--- Task input Enclosed Below ---

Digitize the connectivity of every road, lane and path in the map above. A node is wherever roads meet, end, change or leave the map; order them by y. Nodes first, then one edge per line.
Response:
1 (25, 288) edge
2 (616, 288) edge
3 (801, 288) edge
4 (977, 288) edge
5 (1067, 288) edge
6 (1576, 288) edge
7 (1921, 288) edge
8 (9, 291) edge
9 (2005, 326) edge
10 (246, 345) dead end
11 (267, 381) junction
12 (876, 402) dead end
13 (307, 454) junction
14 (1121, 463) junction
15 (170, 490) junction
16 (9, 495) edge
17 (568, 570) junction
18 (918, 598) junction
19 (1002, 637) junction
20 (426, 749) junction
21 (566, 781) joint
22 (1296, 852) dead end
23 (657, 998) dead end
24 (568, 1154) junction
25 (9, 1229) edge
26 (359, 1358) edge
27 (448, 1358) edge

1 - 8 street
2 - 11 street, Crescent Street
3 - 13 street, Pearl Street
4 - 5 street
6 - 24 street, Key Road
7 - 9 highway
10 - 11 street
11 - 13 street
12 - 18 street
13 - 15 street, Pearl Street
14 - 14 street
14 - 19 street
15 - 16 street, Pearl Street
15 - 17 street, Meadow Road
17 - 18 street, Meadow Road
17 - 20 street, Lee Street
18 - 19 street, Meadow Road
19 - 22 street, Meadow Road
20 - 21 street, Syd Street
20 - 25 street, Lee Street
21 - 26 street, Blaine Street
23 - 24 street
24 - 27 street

--- End of Enclosed Task input ---

### Task brief
Could you print the material above once more, exactly as it stands?

### Task output
Digitize the connectivity of every road, lane and path in the map above. A node is wherever roads meet, end, change or leave the map; order them by y. Nodes first, then one edge per line.
Response:
1 (25, 288) edge
2 (616, 288) edge
3 (801, 288) edge
4 (977, 288) edge
5 (1067, 288) edge
6 (1576, 288) edge
7 (1921, 288) edge
8 (9, 291) edge
9 (2005, 326) edge
10 (246, 345) dead end
11 (267, 381) junction
12 (876, 402) dead end
13 (307, 454) junction
14 (1121, 463) junction
15 (170, 490) junction
16 (9, 495) edge
17 (568, 570) junction
18 (918, 598) junction
19 (1002, 637) junction
20 (426, 749) junction
21 (566, 781) joint
22 (1296, 852) dead end
23 (657, 998) dead end
24 (568, 1154) junction
25 (9, 1229) edge
26 (359, 1358) edge
27 (448, 1358) edge

1 - 8 street
2 - 11 street, Crescent Street
3 - 13 street, Pearl Street
4 - 5 street
6 - 24 street, Key Road
7 - 9 highway
10 - 11 street
11 - 13 street
12 - 18 street
13 - 15 street, Pearl Street
14 - 14 street
14 - 19 street
15 - 16 street, Pearl Street
15 - 17 street, Meadow Road
17 - 18 street, Meadow Road
17 - 20 street, Lee Street
18 - 19 street, Meadow Road
19 - 22 street, Meadow Road
20 - 21 street, Syd Street
20 - 25 street, Lee Street
21 - 26 street, Blaine Street
23 - 24 street
24 - 27 street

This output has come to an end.